Career NFL statistics
- Receptions: 579
- Receiving yards: 10,372
- Receiving touchdowns: 76
- Stats at Pro Football Reference

Head coaching record
- Career: 12–23 (.343)

= Harold Jackson (American football) =

American football player and coach (born 1946)

Harold Leon Jackson (born January 6, 1946) is an American former football player and coach. He played professionally as a wide receiver in the National Football League (NFL) from 1968 through 1983 after a two-year stint playing college football for the Jackson State Tigers.

Jackson was selected by the Los Angeles Rams in the 12th round of the 1968 NFL/AFL draft, going on to far outperform his draft position over the course of a professional football career spanning well over a decade.

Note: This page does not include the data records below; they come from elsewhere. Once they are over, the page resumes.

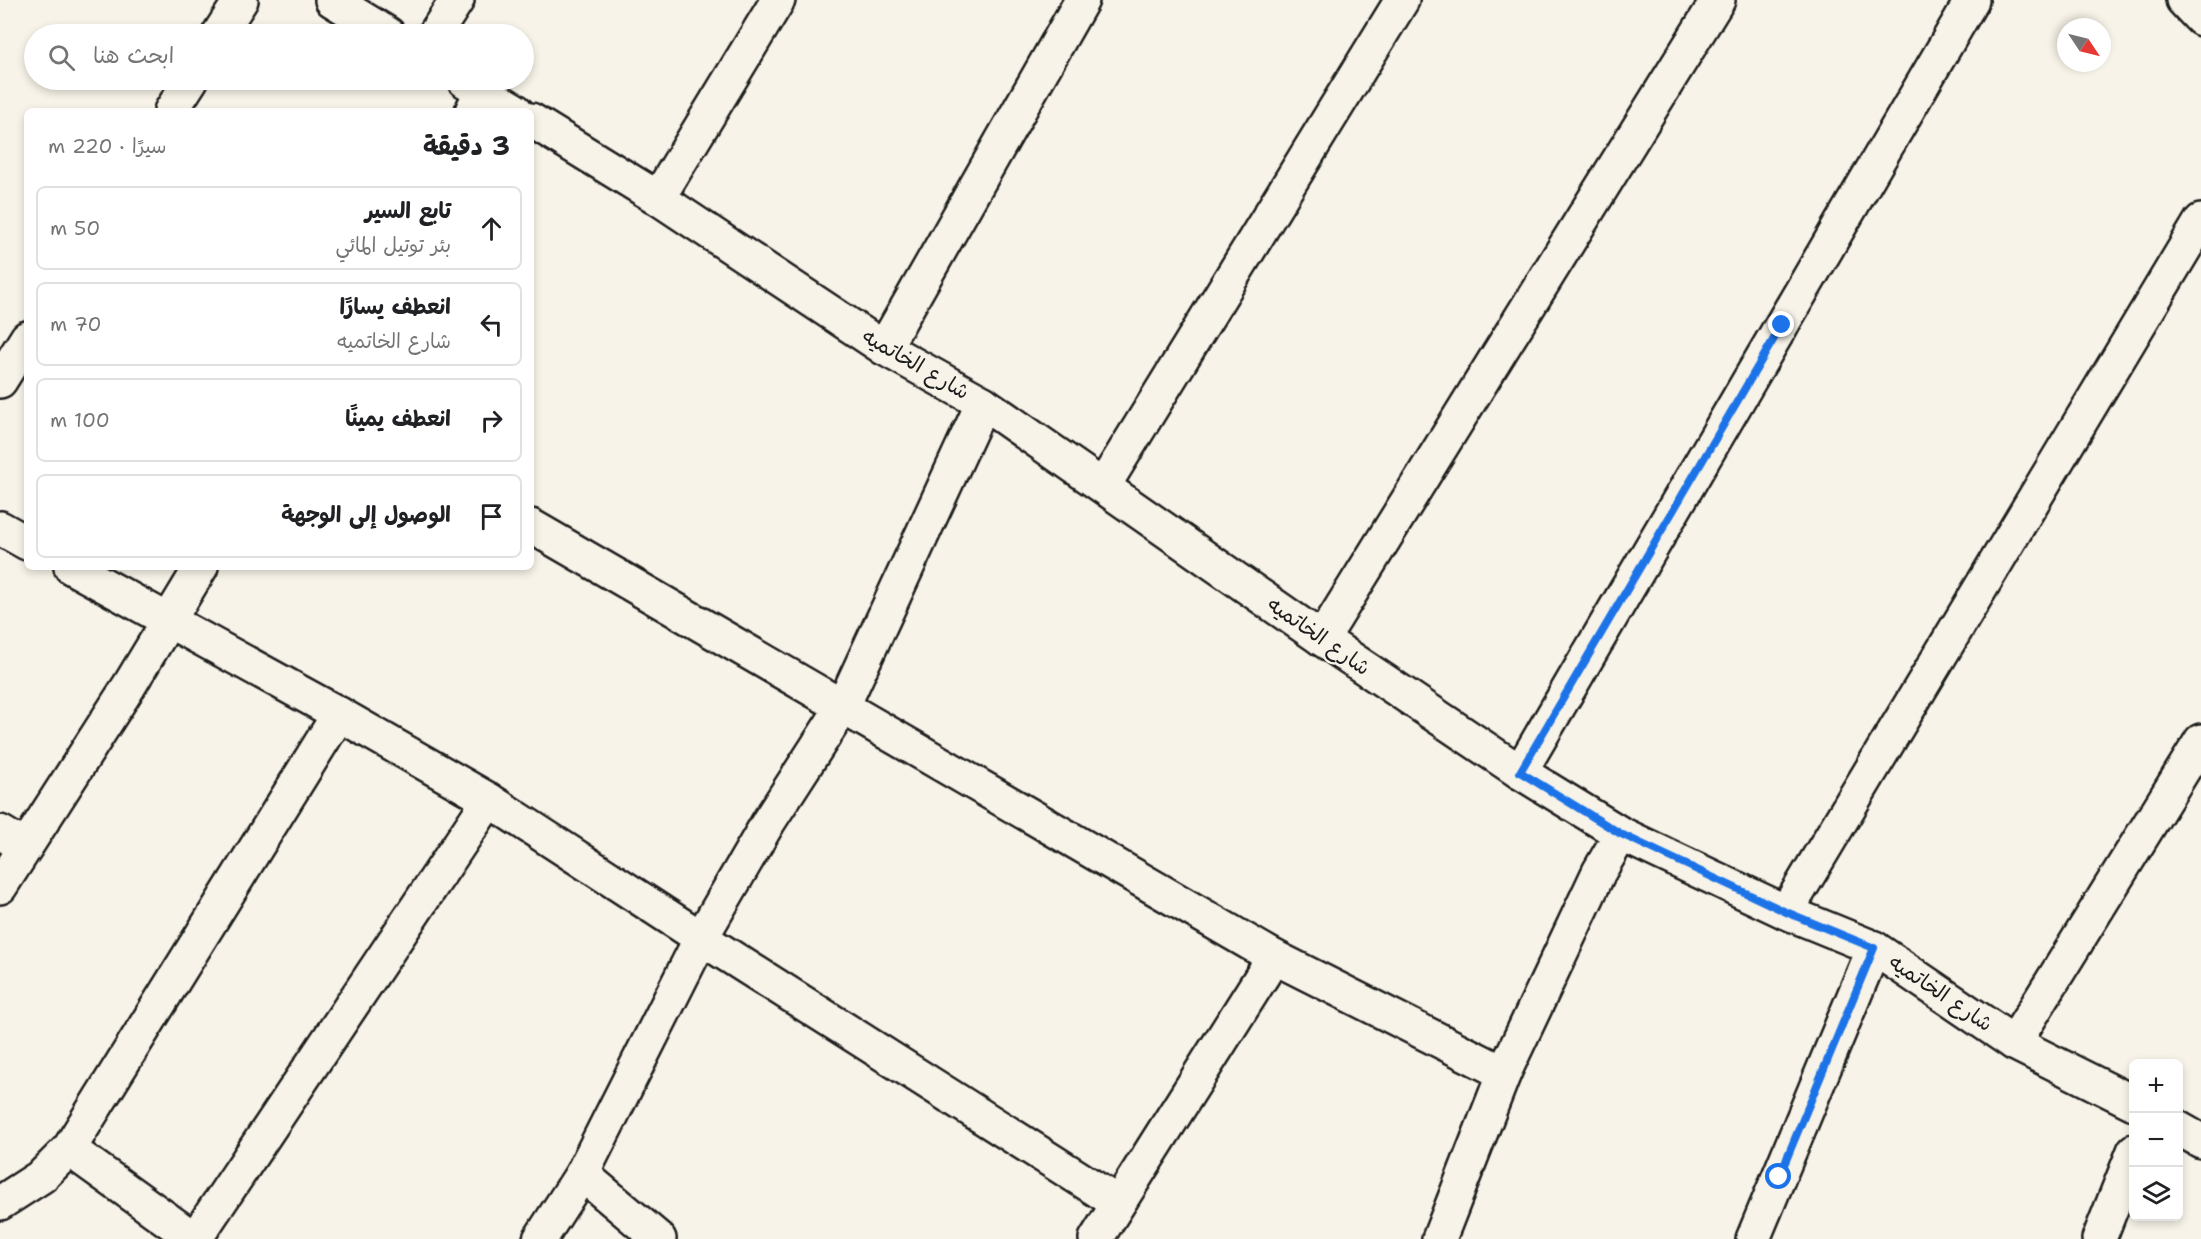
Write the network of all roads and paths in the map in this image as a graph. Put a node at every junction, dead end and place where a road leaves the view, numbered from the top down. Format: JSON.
{"nodes":[{"id":1,"x":241,"y":0,"type":"edge"},
{"id":2,"x":332,"y":0,"type":"edge"},
{"id":3,"x":457,"y":0,"type":"edge"},
{"id":4,"x":777,"y":0,"type":"edge"},
{"id":5,"x":1082,"y":0,"type":"edge"},
{"id":6,"x":1402,"y":0,"type":"edge"},
{"id":7,"x":1718,"y":0,"type":"edge"},
{"id":8,"x":1972,"y":0,"type":"edge"},
{"id":9,"x":2183,"y":0,"type":"edge"},
{"id":10,"x":2201,"y":19,"type":"edge"},
{"id":11,"x":225,"y":24,"type":"edge"},
{"id":12,"x":372,"y":24,"type":"edge"},
{"id":13,"x":441,"y":24,"type":"edge"},
{"id":14,"x":185,"y":90,"type":"edge"},
{"id":15,"x":473,"y":93,"type":"edge"},
{"id":16,"x":173,"y":108,"type":"edge"},
{"id":17,"x":509,"y":108,"type":"edge"},
{"id":18,"x":534,"y":122,"type":"edge"},
{"id":19,"x":657,"y":198,"type":"junction"},
{"id":20,"x":2201,"y":221,"type":"edge"},
{"id":21,"x":24,"y":343,"type":"edge"},
{"id":22,"x":884,"y":348,"type":"junction"},
{"id":23,"x":0,"y":381,"type":"edge"},
{"id":24,"x":984,"y":403,"type":"junction"},
{"id":25,"x":1104,"y":485,"type":"junction"},
{"id":26,"x":0,"y":528,"type":"edge"},
{"id":27,"x":534,"y":528,"type":"edge"},
{"id":28,"x":24,"y":541,"type":"edge"},
{"id":29,"x":76,"y":570,"type":"edge"},
{"id":30,"x":199,"y":570,"type":"edge"},
{"id":31,"x":167,"y":621,"type":"junction"},
{"id":32,"x":1322,"y":639,"type":"junction"},
{"id":33,"x":842,"y":708,"type":"junction"},
{"id":34,"x":339,"y":714,"type":"junction"},
{"id":35,"x":2201,"y":741,"type":"edge"},
{"id":36,"x":1520,"y":772,"type":"junction"},
{"id":37,"x":489,"y":800,"type":"junction"},
{"id":38,"x":1621,"y":834,"type":"junction"},
{"id":39,"x":13,"y":840,"type":"edge"},
{"id":40,"x":0,"y":887,"type":"edge"},
{"id":41,"x":1786,"y":912,"type":"junction"},
{"id":42,"x":701,"y":938,"type":"junction"},
{"id":43,"x":1874,"y":948,"type":"junction"},
{"id":44,"x":1274,"y":957,"type":"junction"},
{"id":45,"x":2014,"y":1043,"type":"junction"},
{"id":46,"x":1504,"y":1073,"type":"junction"},
{"id":47,"x":2129,"y":1101,"type":"edge"},
{"id":48,"x":2183,"y":1131,"type":"edge"},
{"id":49,"x":2201,"y":1141,"type":"edge"},
{"id":50,"x":69,"y":1149,"type":"junction"},
{"id":51,"x":2129,"y":1161,"type":"edge"},
{"id":52,"x":582,"y":1174,"type":"junction"},
{"id":53,"x":0,"y":1203,"type":"edge"},
{"id":54,"x":1118,"y":1203,"type":"junction"},
{"id":55,"x":195,"y":1239,"type":"edge"},
{"id":56,"x":540,"y":1239,"type":"edge"},
{"id":57,"x":659,"y":1239,"type":"edge"},
{"id":58,"x":1096,"y":1239,"type":"edge"},
{"id":59,"x":1439,"y":1239,"type":"edge"},
{"id":60,"x":1753,"y":1239,"type":"edge"},
{"id":61,"x":2099,"y":1239,"type":"edge"}],
"edges":[{"from":1,"to":11,"type":"street"},
{"from":2,"to":12,"type":"street"},
{"from":3,"to":13,"type":"street"},
{"from":4,"to":19,"type":"street"},
{"from":5,"to":22,"type":"street"},
{"from":6,"to":25,"type":"street"},
{"from":7,"to":32,"type":"street"},
{"from":8,"to":36,"type":"street"},
{"from":9,"to":10,"type":"street"},
{"from":14,"to":16,"type":"street"},
{"from":15,"to":17,"type":"street"},
{"from":18,"to":19,"type":"street","name":"شارع الخاتميه"},
{"from":19,"to":22,"type":"street","name":"شارع الخاتميه"},
{"from":20,"to":41,"type":"street"},
{"from":21,"to":23,"type":"street"},
{"from":22,"to":24,"type":"street","name":"شارع الخاتميه"},
{"from":24,"to":25,"type":"street","name":"شارع الخاتميه"},
{"from":24,"to":33,"type":"street"},
{"from":25,"to":32,"type":"street","name":"شارع الخاتميه"},
{"from":26,"to":28,"type":"street"},
{"from":27,"to":33,"type":"street"},
{"from":29,"to":31,"type":"street"},
{"from":30,"to":31,"type":"street"},
{"from":31,"to":34,"type":"street"},
{"from":31,"to":39,"type":"street"},
{"from":32,"to":36,"type":"street","name":"شارع الخاتميه"},
{"from":33,"to":42,"type":"street"},
{"from":33,"to":44,"type":"street"},
{"from":34,"to":37,"type":"street"},
{"from":34,"to":50,"type":"street"},
{"from":35,"to":45,"type":"street"},
{"from":36,"to":38,"type":"street","name":"شارع الخاتميه"},
{"from":37,"to":42,"type":"street"},
{"from":37,"to":55,"type":"street"},
{"from":38,"to":41,"type":"street","name":"شارع الخاتميه"},
{"from":38,"to":46,"type":"street"},
{"from":39,"to":40,"type":"street"},
{"from":41,"to":43,"type":"street","name":"شارع الخاتميه"},
{"from":42,"to":52,"type":"street"},
{"from":42,"to":54,"type":"street"},
{"from":43,"to":45,"type":"street","name":"شارع الخاتميه"},
{"from":43,"to":60,"type":"street"},
{"from":44,"to":46,"type":"street"},
{"from":44,"to":54,"type":"street"},
{"from":45,"to":47,"type":"street","name":"شارع الخاتميه"},
{"from":46,"to":59,"type":"street"},
{"from":48,"to":49,"type":"street"},
{"from":50,"to":53,"type":"street"},
{"from":50,"to":55,"type":"street"},
{"from":51,"to":61,"type":"street"},
{"from":52,"to":56,"type":"street"},
{"from":52,"to":57,"type":"street"},
{"from":54,"to":58,"type":"street"}]}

Jackson was a first team All-Pro in 1973 and was named a second team All-Pro in two other seasons. He appeared in a total of five Pro Bowl games. He twice led the NFL in total yards receiving, finishing with over 10,000 yards gained and 76 touchdowns in more than 200 game appearances.

==College career==
Jackson attended Jackson State College in Jackson, Mississippi. He received a degree in secondary education in 1968. Outside of playing football at Jackson State, he was also a sprinting champion in college, with a best time of 9.3 seconds in the 100 yard dash.

==Professional career==
Jackson was drafted 323rd overall in the 12th round by the Los Angeles Rams in 1968. After appearing in only two games during his rookie season, Jackson was traded to the Philadelphia Eagles along with defensive end John Zook for running back Israel Lang on July 7, 1969. He quickly emerged as one of the top receivers in the NFL, finishing the 1969 season with 65 receptions for a league-best 1,116 yards and 9 touchdowns. During his years with the Eagles, Jackson led the NFL in receptions in 1972 and in receiving yardage in both 1969 and 1972.

Prior to the 1973 NFL season, the Eagles traded Jackson back to the Rams for quarterback Roman Gabriel (who was expendable as the Rams had acquired John Hadl). Jackson led the NFL in receiving touchdowns in 1973 with 13 and helped the Rams rebound from a 6–7–1 record the previous season to a 12–2 finish that won them the first of 7 straight NFC West Division Championships. Statistically, his greatest NFL game came against Dallas on October 14, 1973, when he caught 7 passes for 238 yards and 4 touchdowns (this came in the midst of a string of four games in which he caught a total of 13 passes for 422 yards for a 32.5-yard average with 8 touchdowns).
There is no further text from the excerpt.